The upper roll 20 and the lower roll 30 are heated by a heating device 22 for heating the upper and lower rolls 20 and 30 to a predetermined temperature when hot rolling is performed in the inside of the upper roll 20 and the lower roll 30, And 32, respectively.

The heating devices 22 and 32 may be of various structures, for example, a circulating device may be used to circulate hot fluid inside an electric heater or upper and lower rolls 20 and 30 have.

A pair of upper screws 60 opposed to the left and right upper surfaces of the upper choke 40 are installed at the upper end of the main frame 10. The upper screw 60 moves up and down by rotation and aligns the position of the upper roll 20 by pressing both ends of the upper choke 40 at a constant pressure.

That is, when the upper screw 60 is moved up and down by the rotation to come to a predetermined position, the upper roll 20 is pressed through the upper choke 40 to move the upper roll 20, The movement of the upper screw 60 can be adjusted so that the upper roll 20 can be accurately aligned at a predetermined position.

The pressure applied by the upper screw 60 is transmitted to the upper choke 40 through a flow joint 70 installed between the upper screw 60 and the upper choke 40 . The flow joint 70 is a device which is oriented and has the function of acting as a joint for transferring pressure, which is generated when a strong pressure is directly transmitted to the upper choke 40 by the upper screw 60 It prevents the equipment from being damaged.

That is, when the upper screw 60 is mechanically coupled directly to the upper choke 40, when an instantaneous strong pressure is applied to the upper choke 40 by the upper screw 60, when the upper screw 60 and the upper choke 40 are connected to each other through the flow joint 70, the flow joint 70 may be connected to a cushion device So that strong pressure applied by the upper screw 60 can be absorbed, so that breakage of the equipment can be prevented in advance.

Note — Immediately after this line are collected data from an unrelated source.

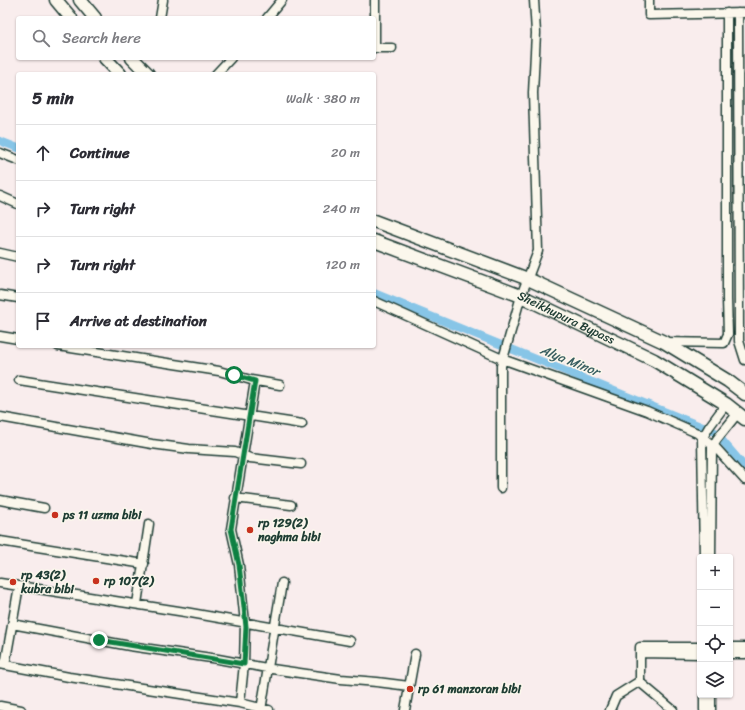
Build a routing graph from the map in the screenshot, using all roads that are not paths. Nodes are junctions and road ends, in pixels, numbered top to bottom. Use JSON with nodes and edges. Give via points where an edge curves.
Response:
{"nodes":[{"id":1,"x":56,"y":0,"type":"edge"},
{"id":2,"x":80,"y":0,"type":"edge"},
{"id":3,"x":163,"y":0,"type":"edge"},
{"id":4,"x":282,"y":0,"type":"edge"},
{"id":5,"x":375,"y":0,"type":"edge"},
{"id":6,"x":534,"y":0,"type":"edge"},
{"id":7,"x":649,"y":0,"type":"edge"},
{"id":8,"x":726,"y":13,"type":"junction"},
{"id":9,"x":741,"y":13,"type":"edge"},
{"id":10,"x":69,"y":16,"type":"edge"},
{"id":11,"x":93,"y":16,"type":"edge"},
{"id":12,"x":160,"y":16,"type":"edge"},
{"id":13,"x":269,"y":16,"type":"edge"},
{"id":14,"x":375,"y":16,"type":"edge"},
{"id":15,"x":376,"y":48,"type":"edge"},
{"id":16,"x":392,"y":48,"type":"dead end"},
{"id":17,"x":107,"y":60,"type":"edge"},
{"id":18,"x":135,"y":60,"type":"edge"},
{"id":19,"x":229,"y":60,"type":"edge"},
{"id":20,"x":118,"y":72,"type":"edge"},
{"id":21,"x":146,"y":72,"type":"edge"},
{"id":22,"x":218,"y":72,"type":"edge"},
{"id":23,"x":0,"y":153,"type":"edge"},
{"id":24,"x":16,"y":159,"type":"edge"},
{"id":25,"x":0,"y":196,"type":"edge"},
{"id":26,"x":16,"y":203,"type":"edge"},
{"id":27,"x":376,"y":222,"type":"edge"},
{"id":28,"x":376,"y":242,"type":"edge"},
{"id":29,"x":0,"y":253,"type":"edge"},
{"id":30,"x":16,"y":256,"type":"edge"},
{"id":31,"x":528,"y":279,"type":"junction"},
{"id":32,"x":0,"y":295,"type":"edge"},
{"id":33,"x":521,"y":296,"type":"junction"},
{"id":34,"x":16,"y":298,"type":"edge"},
{"id":35,"x":376,"y":302,"type":"edge"},
{"id":36,"x":0,"y":336,"type":"edge"},
{"id":37,"x":16,"y":340,"type":"edge"},
{"id":38,"x":664,"y":342,"type":"junction"},
{"id":39,"x":71,"y":348,"type":"edge"},
{"id":40,"x":502,"y":359,"type":"junction"},
{"id":41,"x":745,"y":360,"type":"edge"},
{"id":42,"x":18,"y":380,"type":"dead end"},
{"id":43,"x":255,"y":381,"type":"junction"},
{"id":44,"x":280,"y":385,"type":"dead end"},
{"id":45,"x":745,"y":394,"type":"edge"},
{"id":46,"x":726,"y":404,"type":"junction"},
{"id":47,"x":742,"y":416,"type":"edge"},
{"id":48,"x":249,"y":417,"type":"junction"},
{"id":49,"x":0,"y":418,"type":"edge"},
{"id":50,"x":302,"y":424,"type":"dead end"},
{"id":51,"x":706,"y":432,"type":"junction"},
{"id":52,"x":716,"y":440,"type":"junction"},
{"id":53,"x":242,"y":455,"type":"junction"},
{"id":54,"x":301,"y":464,"type":"dead end"},
{"id":55,"x":745,"y":480,"type":"edge"},
{"id":56,"x":501,"y":488,"type":"dead end"},
{"id":57,"x":236,"y":498,"type":"junction"},
{"id":58,"x":0,"y":500,"type":"edge"},
{"id":59,"x":291,"y":505,"type":"dead end"},
{"id":60,"x":44,"y":508,"type":"dead end"},
{"id":61,"x":149,"y":524,"type":"dead end"},
{"id":62,"x":0,"y":541,"type":"edge"},
{"id":63,"x":704,"y":554,"type":"edge"},
{"id":64,"x":711,"y":554,"type":"edge"},
{"id":65,"x":144,"y":564,"type":"junction"},
{"id":66,"x":0,"y":583,"type":"edge"},
{"id":67,"x":282,"y":583,"type":"dead end"},
{"id":68,"x":19,"y":586,"type":"junction"},
{"id":69,"x":137,"y":604,"type":"junction"},
{"id":70,"x":245,"y":623,"type":"junction"},
{"id":71,"x":12,"y":624,"type":"junction"},
{"id":72,"x":275,"y":628,"type":"junction"},
{"id":73,"x":350,"y":641,"type":"dead end"},
{"id":74,"x":697,"y":647,"type":"edge"},
{"id":75,"x":733,"y":647,"type":"edge"},
{"id":76,"x":745,"y":647,"type":"edge"},
{"id":77,"x":640,"y":653,"type":"junction"},
{"id":78,"x":415,"y":654,"type":"dead end"},
{"id":79,"x":697,"y":654,"type":"edge"},
{"id":80,"x":733,"y":654,"type":"edge"},
{"id":81,"x":745,"y":654,"type":"edge"},
{"id":82,"x":244,"y":664,"type":"junction"},
{"id":83,"x":2,"y":665,"type":"edge"},
{"id":84,"x":268,"y":669,"type":"junction"},
{"id":85,"x":640,"y":681,"type":"junction"},
{"id":86,"x":409,"y":686,"type":"junction"},
{"id":87,"x":704,"y":698,"type":"edge"},
{"id":88,"x":711,"y":698,"type":"edge"},
{"id":89,"x":240,"y":703,"type":"junction"},
{"id":90,"x":0,"y":706,"type":"edge"},
{"id":91,"x":264,"y":709,"type":"edge"},
{"id":92,"x":21,"y":710,"type":"edge"},
{"id":93,"x":405,"y":710,"type":"edge"},
{"id":94,"x":610,"y":710,"type":"edge"},
{"id":95,"x":673,"y":710,"type":"edge"},
{"id":96,"x":704,"y":710,"type":"edge"},
{"id":97,"x":710,"y":710,"type":"edge"}],
"edges":[{"from":1,"to":10,"type":"highway"},
{"from":2,"to":11,"type":"highway"},
{"from":3,"to":12,"type":"street"},
{"from":4,"to":13,"type":"street"},
{"from":5,"to":14,"type":"street"},
{"from":6,"to":31,"type":"street","via":[[536,32],[533,93],[538,251]]},
{"from":7,"to":8,"type":"street","via":[[649,15]]},
{"from":8,"to":9,"type":"street"},
{"from":8,"to":38,"type":"street","via":[[728,334],[724,342]]},
{"from":9,"to":41,"type":"street","via":[[739,341]]},
{"from":15,"to":16,"type":"street"},
{"from":17,"to":20,"type":"highway"},
{"from":18,"to":21,"type":"highway"},
{"from":19,"to":22,"type":"street"},
{"from":23,"to":24,"type":"street"},
{"from":25,"to":26,"type":"street"},
{"from":27,"to":31,"type":"highway","name":"Sheikhupura Bypass"},
{"from":28,"to":33,"type":"highway","name":"Sheikhupura Bypass"},
{"from":29,"to":30,"type":"street"},
{"from":31,"to":33,"type":"street"},
{"from":31,"to":38,"type":"highway","name":"Sheikhupura Bypass"},
{"from":32,"to":34,"type":"street"},
{"from":33,"to":40,"type":"street"},
{"from":33,"to":46,"type":"highway","name":"Sheikhupura Bypass","via":[[654,360]]},
{"from":35,"to":40,"type":"street"},
{"from":36,"to":37,"type":"street"},
{"from":38,"to":45,"type":"highway","name":"Sheikhupura Bypass"},
{"from":39,"to":43,"type":"street","via":[[219,371]]},
{"from":40,"to":51,"type":"street","via":[[647,411],[697,433]]},
{"from":40,"to":56,"type":"street"},
{"from":42,"to":48,"type":"street"},
{"from":43,"to":44,"type":"street"},
{"from":43,"to":48,"type":"street"},
{"from":46,"to":47,"type":"highway","name":"Sheikhupura Bypass"},
{"from":46,"to":51,"type":"street"},
{"from":47,"to":52,"type":"street"},
{"from":48,"to":50,"type":"street"},
{"from":48,"to":53,"type":"street"},
{"from":49,"to":53,"type":"street","via":[[152,444]]},
{"from":51,"to":52,"type":"street"},
{"from":51,"to":63,"type":"street"},
{"from":52,"to":55,"type":"street"},
{"from":52,"to":64,"type":"street"},
{"from":53,"to":54,"type":"street"},
{"from":53,"to":57,"type":"street"},
{"from":57,"to":59,"type":"street"},
{"from":57,"to":70,"type":"street","via":[[231,529],[239,565]]},
{"from":58,"to":60,"type":"street"},
{"from":61,"to":65,"type":"street"},
{"from":62,"to":65,"type":"street"},
{"from":65,"to":69,"type":"street"},
{"from":66,"to":68,"type":"street"},
{"from":67,"to":72,"type":"street"},
{"from":68,"to":69,"type":"street"},
{"from":68,"to":71,"type":"street"},
{"from":69,"to":70,"type":"street"},
{"from":70,"to":72,"type":"street"},
{"from":70,"to":82,"type":"street"},
{"from":71,"to":82,"type":"street"},
{"from":71,"to":83,"type":"street"},
{"from":72,"to":73,"type":"street"},
{"from":72,"to":84,"type":"street"},
{"from":74,"to":77,"type":"street","via":[[640,647]]},
{"from":75,"to":76,"type":"street"},
{"from":77,"to":79,"type":"street"},
{"from":77,"to":85,"type":"street"},
{"from":78,"to":86,"type":"street"},
{"from":80,"to":81,"type":"street"},
{"from":82,"to":84,"type":"street"},
{"from":82,"to":89,"type":"street"},
{"from":83,"to":89,"type":"street"},
{"from":84,"to":86,"type":"street"},
{"from":84,"to":91,"type":"street"},
{"from":85,"to":94,"type":"street","via":[[616,696]]},
{"from":85,"to":95,"type":"street"},
{"from":86,"to":93,"type":"street"},
{"from":87,"to":96,"type":"street"},
{"from":88,"to":97,"type":"street"},
{"from":89,"to":91,"type":"street"},
{"from":90,"to":92,"type":"street"}]}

A pair of lower screws 80 are provided on the lower end of the main frame 10 so as to face the left and right lower surfaces of the lower choke 50. The lower screw 80 is moved up and down by rotation as the upper screw 60 and presses both ends of the lower choke 50 at a constant pressure to align the position of the lower roll 30 .

That is, the lower screw 80 moves up and down like the above-described upper screw 60 and presses the lower choke 40 to adjust the pressure applied to the lower roll 30, So that the lower roll 30 is aligned at a desired position.

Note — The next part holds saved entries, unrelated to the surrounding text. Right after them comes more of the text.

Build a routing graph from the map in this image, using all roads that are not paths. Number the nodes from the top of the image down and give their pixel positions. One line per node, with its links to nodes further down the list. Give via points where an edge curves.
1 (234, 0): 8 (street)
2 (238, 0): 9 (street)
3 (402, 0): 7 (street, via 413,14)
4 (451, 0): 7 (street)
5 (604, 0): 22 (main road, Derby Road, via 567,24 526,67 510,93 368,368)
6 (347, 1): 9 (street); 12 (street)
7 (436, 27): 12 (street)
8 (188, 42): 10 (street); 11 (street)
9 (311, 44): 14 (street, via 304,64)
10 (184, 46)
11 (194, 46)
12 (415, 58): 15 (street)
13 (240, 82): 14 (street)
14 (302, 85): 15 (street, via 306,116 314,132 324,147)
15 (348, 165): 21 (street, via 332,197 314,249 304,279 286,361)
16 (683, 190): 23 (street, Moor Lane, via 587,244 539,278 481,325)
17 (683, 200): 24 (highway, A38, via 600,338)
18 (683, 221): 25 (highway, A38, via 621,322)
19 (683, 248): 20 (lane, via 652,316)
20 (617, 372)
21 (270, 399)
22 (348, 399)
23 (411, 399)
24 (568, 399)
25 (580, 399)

Of course, although not shown, the above-described flow joint is also provided between the lower screw 80 and the lower choke 50 so as to prevent the equipment from being damaged or the like, so that the pressure applied by the lower screw 80, To the lower choke (50).

When the upper screw 60 is operated to align the position of the upper roll 20 and the lower screw 80 is operated to align the position of the lower roll 30, the distance between the rolls 30 is determined so that the operation of the upper screw 60 and the lower screw 80 is controlled to precisely control the distance between the upper and lower rolls 20, And can be rolled in a highly accurate shape.

The reference numerals L1 and L2 denote the load centers of the upper and lower screws.

A first bracket 90 for supporting one end of the upper roll 20 on the outer side of the load center L1 of the upper and lower screws and a second bracket 90 for supporting the load center L2 of the upper and lower screws And a second bracket 100 for supporting the other end of the upper roll 20 from the outside.

A third bracket 110 supports one end of the lower roll 30 on the outside of the load center L1 of the upper and lower screws and a third bracket 110 that supports the load center L2 of the upper and lower screws And a fourth bracket 120 for supporting the other end of the lower roll 30 from outside.

The first, second, third and fourth brackets 90, 100, 110 and 120 have bearings 91, 101, 111 and 121 respectively installed therein. The first, second, third and fourth brackets 90, 100, both ends of the roll 30 are rotatably supported.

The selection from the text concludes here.